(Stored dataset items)
%%

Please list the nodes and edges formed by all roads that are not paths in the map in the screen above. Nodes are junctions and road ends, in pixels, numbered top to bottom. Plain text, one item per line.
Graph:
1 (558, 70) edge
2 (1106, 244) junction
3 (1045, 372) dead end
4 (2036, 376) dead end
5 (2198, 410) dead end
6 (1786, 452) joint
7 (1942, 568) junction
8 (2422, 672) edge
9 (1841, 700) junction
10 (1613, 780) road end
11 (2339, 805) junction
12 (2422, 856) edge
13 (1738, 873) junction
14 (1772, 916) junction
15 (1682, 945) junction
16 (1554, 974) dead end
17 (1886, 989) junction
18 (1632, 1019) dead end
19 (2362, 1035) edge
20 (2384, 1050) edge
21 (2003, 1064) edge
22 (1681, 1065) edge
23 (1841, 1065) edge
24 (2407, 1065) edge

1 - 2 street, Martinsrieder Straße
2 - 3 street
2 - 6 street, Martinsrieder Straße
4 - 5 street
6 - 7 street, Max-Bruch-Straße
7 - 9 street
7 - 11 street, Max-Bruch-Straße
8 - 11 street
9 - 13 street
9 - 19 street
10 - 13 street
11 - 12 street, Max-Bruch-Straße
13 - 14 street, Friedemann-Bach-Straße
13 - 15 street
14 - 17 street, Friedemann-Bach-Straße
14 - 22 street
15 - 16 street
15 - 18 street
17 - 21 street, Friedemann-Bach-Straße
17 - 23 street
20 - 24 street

%%

**WHAT YOU ARE ASKED TO DO:**
Copy out the records above exactly and completely.

**ANSWER SECTION:**
Please list the nodes and edges formed by all roads that are not paths in the map in the screen above. Nodes are junctions and road ends, in pixels, numbered top to bottom. Plain text, one item per line.
Graph:
1 (558, 70) edge
2 (1106, 244) junction
3 (1045, 372) dead end
4 (2036, 376) dead end
5 (2198, 410) dead end
6 (1786, 452) joint
7 (1942, 568) junction
8 (2422, 672) edge
9 (1841, 700) junction
10 (1613, 780) road end
11 (2339, 805) junction
12 (2422, 856) edge
13 (1738, 873) junction
14 (1772, 916) junction
15 (1682, 945) junction
16 (1554, 974) dead end
17 (1886, 989) junction
18 (1632, 1019) dead end
19 (2362, 1035) edge
20 (2384, 1050) edge
21 (2003, 1064) edge
22 (1681, 1065) edge
23 (1841, 1065) edge
24 (2407, 1065) edge

1 - 2 street, Martinsrieder Straße
2 - 3 street
2 - 6 street, Martinsrieder Straße
4 - 5 street
6 - 7 street, Max-Bruch-Straße
7 - 9 street
7 - 11 street, Max-Bruch-Straße
8 - 11 street
9 - 13 street
9 - 19 street
10 - 13 street
11 - 12 street, Max-Bruch-Straße
13 - 14 street, Friedemann-Bach-Straße
13 - 15 street
14 - 17 street, Friedemann-Bach-Straße
14 - 22 street
15 - 16 street
15 - 18 street
17 - 21 street, Friedemann-Bach-Straße
17 - 23 street
20 - 24 street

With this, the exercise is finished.